*** Opening Record excerpts ***

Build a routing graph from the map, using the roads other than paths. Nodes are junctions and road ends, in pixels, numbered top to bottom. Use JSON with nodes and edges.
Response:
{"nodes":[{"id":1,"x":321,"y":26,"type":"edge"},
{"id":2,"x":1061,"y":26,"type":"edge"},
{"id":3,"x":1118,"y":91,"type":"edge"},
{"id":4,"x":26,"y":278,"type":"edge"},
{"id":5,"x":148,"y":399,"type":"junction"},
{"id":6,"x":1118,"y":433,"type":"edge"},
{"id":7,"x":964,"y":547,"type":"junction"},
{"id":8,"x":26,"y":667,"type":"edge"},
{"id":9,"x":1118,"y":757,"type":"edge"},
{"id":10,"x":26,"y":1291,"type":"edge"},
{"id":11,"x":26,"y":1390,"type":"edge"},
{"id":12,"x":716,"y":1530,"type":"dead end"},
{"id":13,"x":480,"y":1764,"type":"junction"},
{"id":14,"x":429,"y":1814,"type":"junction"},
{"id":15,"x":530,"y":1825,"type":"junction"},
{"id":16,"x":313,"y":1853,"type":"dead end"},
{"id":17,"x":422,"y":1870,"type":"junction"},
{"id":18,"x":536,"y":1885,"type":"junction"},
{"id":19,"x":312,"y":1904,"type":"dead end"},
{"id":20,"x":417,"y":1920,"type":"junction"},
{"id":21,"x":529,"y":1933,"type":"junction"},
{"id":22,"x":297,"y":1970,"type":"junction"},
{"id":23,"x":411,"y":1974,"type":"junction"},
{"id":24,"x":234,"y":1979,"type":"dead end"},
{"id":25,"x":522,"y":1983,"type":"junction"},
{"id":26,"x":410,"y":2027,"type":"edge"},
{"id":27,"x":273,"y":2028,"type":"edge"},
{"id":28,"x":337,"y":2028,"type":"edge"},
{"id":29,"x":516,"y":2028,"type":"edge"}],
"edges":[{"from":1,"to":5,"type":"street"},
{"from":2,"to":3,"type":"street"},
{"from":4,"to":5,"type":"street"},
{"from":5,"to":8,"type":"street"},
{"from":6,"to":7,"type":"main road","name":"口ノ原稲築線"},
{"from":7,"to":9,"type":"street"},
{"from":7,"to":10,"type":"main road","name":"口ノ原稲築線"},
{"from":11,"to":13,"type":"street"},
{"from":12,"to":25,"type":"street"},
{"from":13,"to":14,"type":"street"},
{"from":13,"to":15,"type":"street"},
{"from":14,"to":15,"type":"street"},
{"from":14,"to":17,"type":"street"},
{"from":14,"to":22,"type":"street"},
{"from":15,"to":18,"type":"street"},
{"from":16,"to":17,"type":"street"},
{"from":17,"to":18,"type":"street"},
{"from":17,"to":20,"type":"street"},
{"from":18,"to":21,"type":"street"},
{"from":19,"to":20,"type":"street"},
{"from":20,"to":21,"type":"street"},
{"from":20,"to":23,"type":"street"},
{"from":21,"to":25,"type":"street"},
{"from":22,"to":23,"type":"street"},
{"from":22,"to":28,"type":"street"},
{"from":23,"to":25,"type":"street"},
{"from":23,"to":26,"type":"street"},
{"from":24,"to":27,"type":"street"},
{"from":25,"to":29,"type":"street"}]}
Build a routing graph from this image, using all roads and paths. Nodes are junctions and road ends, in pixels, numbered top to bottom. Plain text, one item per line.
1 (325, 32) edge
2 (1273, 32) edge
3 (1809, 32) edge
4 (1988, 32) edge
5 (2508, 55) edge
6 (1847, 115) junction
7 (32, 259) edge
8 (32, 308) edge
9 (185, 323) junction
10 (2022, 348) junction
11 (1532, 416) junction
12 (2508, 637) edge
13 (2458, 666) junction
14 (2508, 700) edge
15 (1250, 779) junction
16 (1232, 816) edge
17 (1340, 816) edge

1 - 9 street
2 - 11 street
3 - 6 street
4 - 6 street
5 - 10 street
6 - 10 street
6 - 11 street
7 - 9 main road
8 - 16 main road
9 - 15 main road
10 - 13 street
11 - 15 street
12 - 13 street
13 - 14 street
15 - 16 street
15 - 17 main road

*** Closing Record excerpts ***

Using the listing above, print every entry verbatim.

Build a routing graph from the map, using the roads other than paths. Nodes are junctions and road ends, in pixels, numbered top to bottom. Use JSON with nodes and edges.
Response:
{"nodes":[{"id":1,"x":321,"y":26,"type":"edge"},
{"id":2,"x":1061,"y":26,"type":"edge"},
{"id":3,"x":1118,"y":91,"type":"edge"},
{"id":4,"x":26,"y":278,"type":"edge"},
{"id":5,"x":148,"y":399,"type":"junction"},
{"id":6,"x":1118,"y":433,"type":"edge"},
{"id":7,"x":964,"y":547,"type":"junction"},
{"id":8,"x":26,"y":667,"type":"edge"},
{"id":9,"x":1118,"y":757,"type":"edge"},
{"id":10,"x":26,"y":1291,"type":"edge"},
{"id":11,"x":26,"y":1390,"type":"edge"},
{"id":12,"x":716,"y":1530,"type":"dead end"},
{"id":13,"x":480,"y":1764,"type":"junction"},
{"id":14,"x":429,"y":1814,"type":"junction"},
{"id":15,"x":530,"y":1825,"type":"junction"},
{"id":16,"x":313,"y":1853,"type":"dead end"},
{"id":17,"x":422,"y":1870,"type":"junction"},
{"id":18,"x":536,"y":1885,"type":"junction"},
{"id":19,"x":312,"y":1904,"type":"dead end"},
{"id":20,"x":417,"y":1920,"type":"junction"},
{"id":21,"x":529,"y":1933,"type":"junction"},
{"id":22,"x":297,"y":1970,"type":"junction"},
{"id":23,"x":411,"y":1974,"type":"junction"},
{"id":24,"x":234,"y":1979,"type":"dead end"},
{"id":25,"x":522,"y":1983,"type":"junction"},
{"id":26,"x":410,"y":2027,"type":"edge"},
{"id":27,"x":273,"y":2028,"type":"edge"},
{"id":28,"x":337,"y":2028,"type":"edge"},
{"id":29,"x":516,"y":2028,"type":"edge"}],
"edges":[{"from":1,"to":5,"type":"street"},
{"from":2,"to":3,"type":"street"},
{"from":4,"to":5,"type":"street"},
{"from":5,"to":8,"type":"street"},
{"from":6,"to":7,"type":"main road","name":"口ノ原稲築線"},
{"from":7,"to":9,"type":"street"},
{"from":7,"to":10,"type":"main road","name":"口ノ原稲築線"},
{"from":11,"to":13,"type":"street"},
{"from":12,"to":25,"type":"street"},
{"from":13,"to":14,"type":"street"},
{"from":13,"to":15,"type":"street"},
{"from":14,"to":15,"type":"street"},
{"from":14,"to":17,"type":"street"},
{"from":14,"to":22,"type":"street"},
{"from":15,"to":18,"type":"street"},
{"from":16,"to":17,"type":"street"},
{"from":17,"to":18,"type":"street"},
{"from":17,"to":20,"type":"street"},
{"from":18,"to":21,"type":"street"},
{"from":19,"to":20,"type":"street"},
{"from":20,"to":21,"type":"street"},
{"from":20,"to":23,"type":"street"},
{"from":21,"to":25,"type":"street"},
{"from":22,"to":23,"type":"street"},
{"from":22,"to":28,"type":"street"},
{"from":23,"to":25,"type":"street"},
{"from":23,"to":26,"type":"street"},
{"from":24,"to":27,"type":"street"},
{"from":25,"to":29,"type":"street"}]}
Build a routing graph from this image, using all roads and paths. Nodes are junctions and road ends, in pixels, numbered top to bottom. Plain text, one item per line.
1 (325, 32) edge
2 (1273, 32) edge
3 (1809, 32) edge
4 (1988, 32) edge
5 (2508, 55) edge
6 (1847, 115) junction
7 (32, 259) edge
8 (32, 308) edge
9 (185, 323) junction
10 (2022, 348) junction
11 (1532, 416) junction
12 (2508, 637) edge
13 (2458, 666) junction
14 (2508, 700) edge
15 (1250, 779) junction
16 (1232, 816) edge
17 (1340, 816) edge

1 - 9 street
2 - 11 street
3 - 6 street
4 - 6 street
5 - 10 street
6 - 10 street
6 - 11 street
7 - 9 main road
8 - 16 main road
9 - 15 main road
10 - 13 street
11 - 15 street
12 - 13 street
13 - 14 street
15 - 16 street
15 - 17 main road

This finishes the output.